CA COLMAR (3e ch. civ. sect. A), 3 mai 2010 : RG n° 09/03757 ; arrêt n° 10/485

Publication : Jurica

 

Extraits : 1/ « Attendu qu'il résulte de l'arrêté du Préfet du Haut-Rhin du 13 août 2004 que l'association de défense et d'information du consommateur a été « agréée pour une durée de cinq ans pour exercer l'action civile dans le cadre des dispositions des articles L. 411-1 du code de la consommation » ; qu'il résulte des dispositions des articles L. 421-1, L. 421-2 et L. 421-6 du code de la consommation que les associations de consommateurs agréées peuvent exercer l'action civile devant les juridictions répressives ou civiles, demander la cessation d'agissements illicites, ou encore agir devant les juridictions civiles pour demander la suppression d'une clause illicite ou abusive dans tout contrat ; qu'en considération de l'agrément accordé à l'association DIC, la demande fondée sur les dispositions de l’article L. 421-6 du code de la consommation doit être déclarée recevable »
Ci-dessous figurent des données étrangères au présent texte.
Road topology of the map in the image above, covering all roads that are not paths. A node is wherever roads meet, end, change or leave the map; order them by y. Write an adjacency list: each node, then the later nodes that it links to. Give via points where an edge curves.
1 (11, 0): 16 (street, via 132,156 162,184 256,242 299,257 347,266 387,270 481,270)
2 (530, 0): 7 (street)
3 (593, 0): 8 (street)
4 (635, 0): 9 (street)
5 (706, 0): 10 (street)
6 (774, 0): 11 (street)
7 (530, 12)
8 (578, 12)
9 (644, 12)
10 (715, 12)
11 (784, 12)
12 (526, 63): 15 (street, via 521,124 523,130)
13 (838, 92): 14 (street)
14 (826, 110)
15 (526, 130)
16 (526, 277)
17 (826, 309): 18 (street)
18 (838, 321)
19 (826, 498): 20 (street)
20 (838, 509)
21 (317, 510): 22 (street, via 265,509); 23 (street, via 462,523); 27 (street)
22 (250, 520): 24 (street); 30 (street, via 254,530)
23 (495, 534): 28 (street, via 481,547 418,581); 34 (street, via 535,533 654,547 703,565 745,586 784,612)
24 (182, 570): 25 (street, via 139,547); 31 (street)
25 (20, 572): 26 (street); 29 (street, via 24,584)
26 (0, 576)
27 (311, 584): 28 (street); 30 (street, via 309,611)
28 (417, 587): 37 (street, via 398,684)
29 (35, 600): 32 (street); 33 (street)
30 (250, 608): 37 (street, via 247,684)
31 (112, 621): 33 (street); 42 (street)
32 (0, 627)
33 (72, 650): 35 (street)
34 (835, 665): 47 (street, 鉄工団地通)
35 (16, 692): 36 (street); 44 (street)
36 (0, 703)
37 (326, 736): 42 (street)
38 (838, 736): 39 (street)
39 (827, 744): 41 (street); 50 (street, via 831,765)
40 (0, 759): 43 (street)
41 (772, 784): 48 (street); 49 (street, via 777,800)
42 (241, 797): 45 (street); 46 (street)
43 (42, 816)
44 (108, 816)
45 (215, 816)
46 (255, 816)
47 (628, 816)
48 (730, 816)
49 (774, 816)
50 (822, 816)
2/ « Attendu que la clause dont l'association DIC demande la suppression sous astreinte figure dans une lettre circulaire adressée aux abonnés de la société EBM pour les contraindre à adopter le mode de paiement par prélèvement automatique et ce dans les termes suivants « À compter d'août 2007, tous les règlements se feront obligatoirement par prélèvements automatiques. C'est pourquoi nous vous prions de bien vouloir compléter l'autorisation ci-dessous et nous la retourner accompagnée de votre RIB... » ; que la circonstance que cette lettre circulaire prévoie in fine « la présente demande est valable jusqu'à annulation de ma part à notifier en temps voulu au créancier » ne remet pas en cause le caractère obligatoire de ce mode de paiement ; Attendu que la société EBM réplique que la demande de l'association DIC est sans objet alors que la clause ne figure dans aucun contrat-type et que ce courrier a fait l'objet d'une campagne d'incitation très ponctuelle ; qu'elle soutient en outre que lorsque l'action a été introduite, aucune obligation de mode de paiement n'était imposée aux consommateurs ;

Attendu qu'il résulte clairement de la lettre-circulaire litigieuse que celle-ci a été adressée aux abonnés de la société EBM avant le mois d'août 2007, qui constituait le terme pour lequel elle incitait ses abonnés à mettre en place un prélèvement automatique ; que l'association DIC ne produit aucun autre courrier ni aucun contrat d'abonnement reproduisant une telle obligation ; qu'à l'inverse, la société EBM verse aux débats ses abonnements « électricité » actuels prévoyant différents modes de paiement, diverses copies de factures datées notamment des mois de février 2009 et janvier 2010 énonçant différents modes de règlement au choix du consommateur, ainsi qu'un relevé des statistiques au 11 janvier 2010 des différents modes de paiement pratiqués par ses abonnés, montrant qu'environ 66 % des abonnés règlent leurs consommation électrique par prélèvement automatique ;

Attendu que selon la jurisprudence de la cour de cassation (Cour de cassation du 1er février 2005) l'action fondée sur les dispositions de l’article L. 421-6 du code de la consommation ayant une finalité préventive, il est nécessaire que la clause querellée soit présente dans les modèles de contrats proposés aux consommateurs au jour de l'introduction de l'instance, la preuve en incombant à l'association de consommateurs ; qu'en l'espèce, la seule lettre-circulaire antérieure au mois d'août 2007 ne démontre pas que cette clause figurait encore parmi les documents contractuels utilisés par la société EBM lors de l'introduction de la demande le 4 février 2009, ce d'autant que les factures en vigueur à cette date énonçaient différents modes de paiement possibles ; que dans ces conditions, il est sans objet de rechercher si la clause ayant figuré dans une lettre-circulaire antérieure au mois d'août 2007 a pu créer au détriment du consommateur un déséquilibre significatif entre les droits et les obligations des parties au contrat (art L. 132-1 du code de la consommation) ».

 

COUR D’APPEL DE COLMAR

TROISIÈME CHAMBRE CIVILE SECTION A

ARRÊT DU 3 MAI 2010

 

ÉLÉMENTS D’IDENTIFICATION DE LA DÉCISION       (N.B. : mention ne figurant pas sur l’original)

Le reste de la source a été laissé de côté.